Parshat Vaetchanan (Deuteronomy 3:23-7:11)
Rabbi David Stav
Parshat Va’etchanan, the second portion of the Book of Devarim (Deuteronomy), begins with a heart-rending account of how Moshe pleads with the Almighty to allow him to enter the Promised Land, even though he had sinned in striking the rock at Mei Meriva. God, however, refuses his request, saying “for you shall not cross this Jordan” [Devarim 3:27). He tells Moshe to climb to the top of the mountain, from where he could view the land from afar. Moshe will ultimately merit to see the land, but only from afar. For Moshe, physically entering it would forever remain an unfulfilled dream.
I have spent years trying to picture Moshe, the very epitome of leadership, yearning to lead his people into the Promised Land. The Holy One Blessed Be He gives him a “taste” of the land, by granting him the privilege of conquering the provinces to the east of the Jordan, but he never reaches the place he so cherished. What did he feel? Was it anger? Sadness? Frustration? What was he to do with these mixed emotions?
We should note that Moshe also had a bone to pick with the nation he was leading, and he voices his grievances quite explicitly in this parsha. He even claims that they are the very reason God wouldn’t let him enter the land: “But Hashem became angry with me…” [Devarim 3:26]. With this in mind, we should also note what Moshe does, to everyone’s surprise, when his pleas go unheeded.
What would we do if were in his shoes? Would we hold a grudge, and say to ourselves “if they don’t want us, well, we’ll just do what’s good for us”? Or is there another path to follow?
The Torah tells us that immediately after Hashem makes it crystal-clear to Moshe that Hashem’s instructions hadn’t changed at all, and that he wouldn’t enter the Land of Israel, Moshe takes action.
One of most important things he does is deliver a series of speeches detailing the economic, military and religious challenges the nation of Israel would face when they enter the Promised Land. He could have simply stated that he was no longer responsible for them at that point, and that the younger generation needed to figure things out for themselves. We are all too familiar with managers or leaders that hesitate to train adequate replacements, just so that everyone remembers their successes.
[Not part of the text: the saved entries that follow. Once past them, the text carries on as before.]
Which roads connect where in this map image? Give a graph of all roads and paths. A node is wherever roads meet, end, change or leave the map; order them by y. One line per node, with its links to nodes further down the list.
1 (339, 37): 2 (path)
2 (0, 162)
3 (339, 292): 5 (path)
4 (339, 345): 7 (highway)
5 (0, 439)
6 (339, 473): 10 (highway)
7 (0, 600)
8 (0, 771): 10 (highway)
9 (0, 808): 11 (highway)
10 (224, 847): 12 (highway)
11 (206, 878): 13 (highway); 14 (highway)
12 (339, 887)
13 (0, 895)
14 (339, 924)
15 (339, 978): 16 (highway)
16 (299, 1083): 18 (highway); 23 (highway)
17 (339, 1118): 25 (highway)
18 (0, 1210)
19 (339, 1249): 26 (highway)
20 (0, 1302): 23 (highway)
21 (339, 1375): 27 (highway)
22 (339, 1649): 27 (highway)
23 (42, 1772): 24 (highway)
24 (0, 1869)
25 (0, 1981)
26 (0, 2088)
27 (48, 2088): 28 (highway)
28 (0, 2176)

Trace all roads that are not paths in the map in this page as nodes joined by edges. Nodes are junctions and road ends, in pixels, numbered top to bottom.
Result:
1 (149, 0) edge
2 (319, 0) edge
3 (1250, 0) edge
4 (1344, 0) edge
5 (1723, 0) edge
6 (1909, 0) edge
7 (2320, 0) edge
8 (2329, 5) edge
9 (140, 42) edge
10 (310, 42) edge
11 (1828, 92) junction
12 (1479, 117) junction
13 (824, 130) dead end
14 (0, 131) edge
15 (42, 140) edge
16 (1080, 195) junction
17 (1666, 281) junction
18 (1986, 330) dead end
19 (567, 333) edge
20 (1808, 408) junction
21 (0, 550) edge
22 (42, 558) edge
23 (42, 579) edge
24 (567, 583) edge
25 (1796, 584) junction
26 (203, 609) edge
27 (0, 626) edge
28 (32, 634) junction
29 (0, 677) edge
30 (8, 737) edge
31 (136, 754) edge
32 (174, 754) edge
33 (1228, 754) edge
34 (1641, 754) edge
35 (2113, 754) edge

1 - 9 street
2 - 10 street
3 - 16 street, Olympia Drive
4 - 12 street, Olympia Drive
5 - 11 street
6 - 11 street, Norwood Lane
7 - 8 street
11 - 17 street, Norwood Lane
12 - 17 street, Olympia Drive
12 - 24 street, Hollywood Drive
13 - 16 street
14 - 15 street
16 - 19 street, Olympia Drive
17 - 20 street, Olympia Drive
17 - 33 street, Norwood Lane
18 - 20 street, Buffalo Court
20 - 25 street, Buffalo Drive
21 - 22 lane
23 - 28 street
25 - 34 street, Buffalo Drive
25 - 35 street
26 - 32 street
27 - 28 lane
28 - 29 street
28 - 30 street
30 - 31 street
It is precisely at this point that Moshe’s character traits shine. When the nation suffered, Moshe felt their pain. National tragedies became his own, and this is exactly why everything Moshe did was for the good of nation, even when he was no longer there to guide them. He has no qualms about speaking harshly and saying things no one wanted to hear. He warns the people that, under certain conditions, they may be expelled from the land, and this is exactly what happened (it isn’t a coincidence that these verses are read in the synagogue on the Ninth of Av).
However, it isn’t anger or frustration that prompts Moshe’s rebukes, but rather a genuine love and concern for the welfare of the people.
Even when Moshe mentions the most trying times for the Jewish people, he prophesies:
“When you are in distress and all these things have befallen you, at the end of days, you will return unto Hashem, your God…”
Indeed, the nation is never completely severed from its roots and foundations. In this parsha, Moshe teaches us how a leader whose desires go unfulfilled ought to behave. Any leader whose prime concern is his nation understands that his personal needs and desires are secondary. He must ask himself what his nation truly needs, and he must remember that his nation’s successes outweigh his leadership position.
We also have expectation of ourselves and our leaders, hoping that the good of the country takes precedence over any other personal considerations. Let that be our consolation as we witness the hardships we struggle with, in the struggle to create a strong economy and a successful society in the State of Israel.